> [Work instructions]: Repeat every record exactly as written, but leave out the pictures.

[Collected data entries]
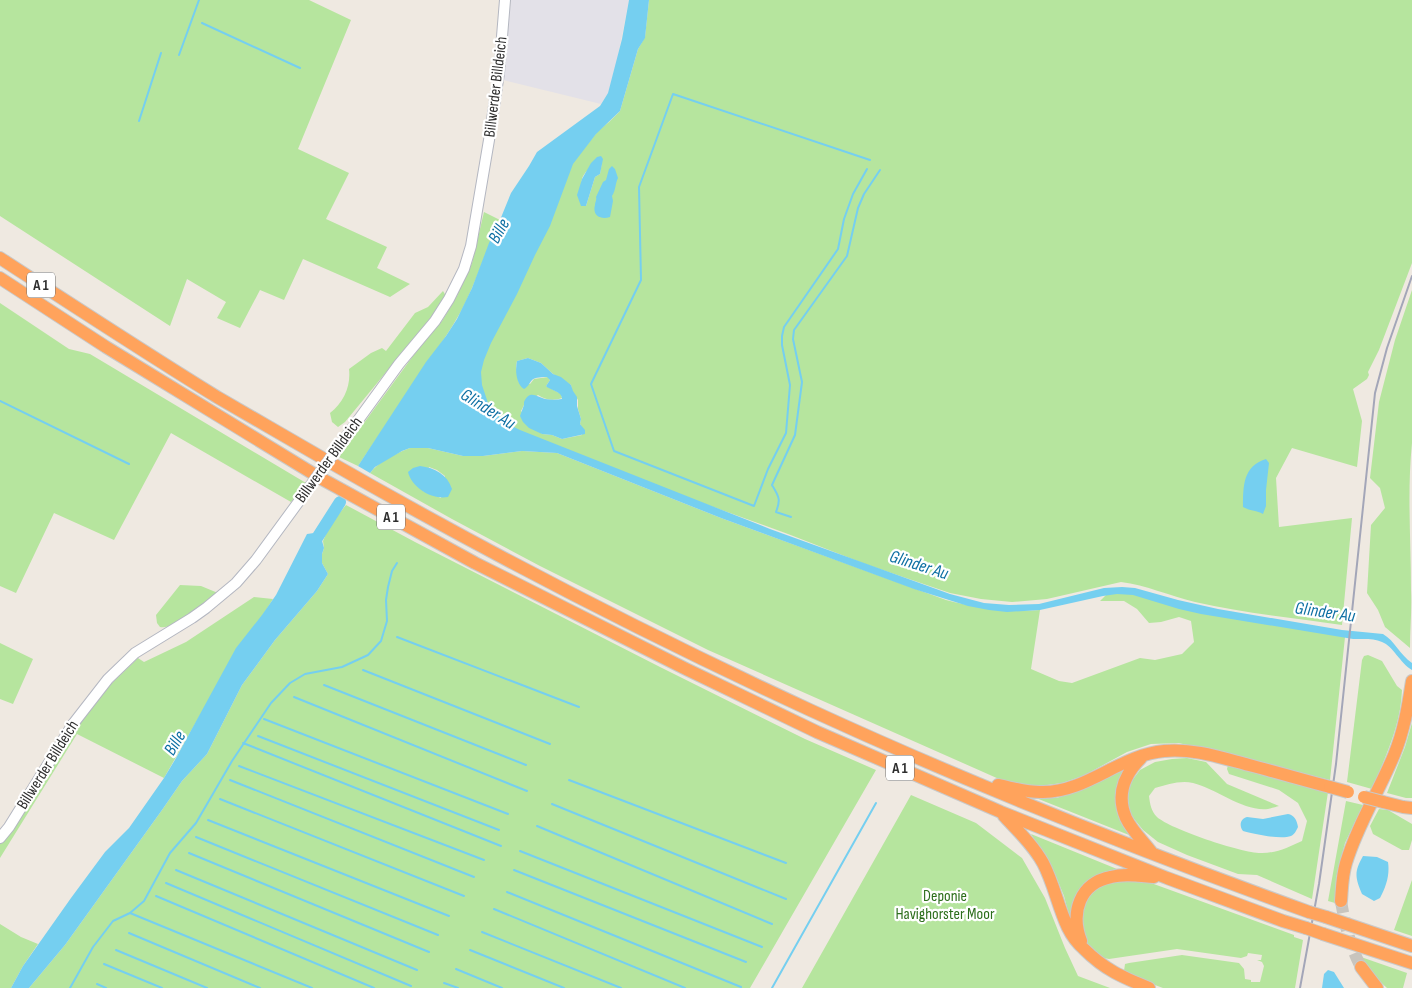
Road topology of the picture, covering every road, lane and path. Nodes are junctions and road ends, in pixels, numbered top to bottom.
1 (505, 0) edge
2 (0, 258) edge
3 (0, 278) edge
4 (1412, 681) edge
5 (1145, 754) junction
6 (978, 784) junction
7 (1410, 808) edge
8 (1001, 812) junction
9 (0, 838) edge
10 (1154, 855) junction
11 (1167, 878) junction
12 (1341, 901) tunnel mouth
13 (1412, 946) edge
14 (1084, 950) junction
15 (1412, 963) edge
16 (1361, 967) tunnel mouth
17 (1149, 988) edge
18 (1377, 988) edge

1 - 9 street, Billwerder Billdeich, bridge
2 - 6 highway, A 1
3 - 8 highway, A 1
4 - 12 highway
5 - 6 highway
5 - 7 highway, bridge
5 - 10 highway
6 - 10 highway, A 1
8 - 11 highway, A 1
8 - 14 highway
10 - 13 highway, A 1, bridge
11 - 14 highway
11 - 15 highway, A 1, bridge
14 - 17 highway
16 - 18 highway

> [Result for this task]:
Road topology of the picture, covering every road, lane and path. Nodes are junctions and road ends, in pixels, numbered top to bottom.
1 (505, 0) edge
2 (0, 258) edge
3 (0, 278) edge
4 (1412, 681) edge
5 (1145, 754) junction
6 (978, 784) junction
7 (1410, 808) edge
8 (1001, 812) junction
9 (0, 838) edge
10 (1154, 855) junction
11 (1167, 878) junction
12 (1341, 901) tunnel mouth
13 (1412, 946) edge
14 (1084, 950) junction
15 (1412, 963) edge
16 (1361, 967) tunnel mouth
17 (1149, 988) edge
18 (1377, 988) edge

1 - 9 street, Billwerder Billdeich, bridge
2 - 6 highway, A 1
3 - 8 highway, A 1
4 - 12 highway
5 - 6 highway
5 - 7 highway, bridge
5 - 10 highway
6 - 10 highway, A 1
8 - 11 highway, A 1
8 - 14 highway
10 - 13 highway, A 1, bridge
11 - 14 highway
11 - 15 highway, A 1, bridge
14 - 17 highway
16 - 18 highway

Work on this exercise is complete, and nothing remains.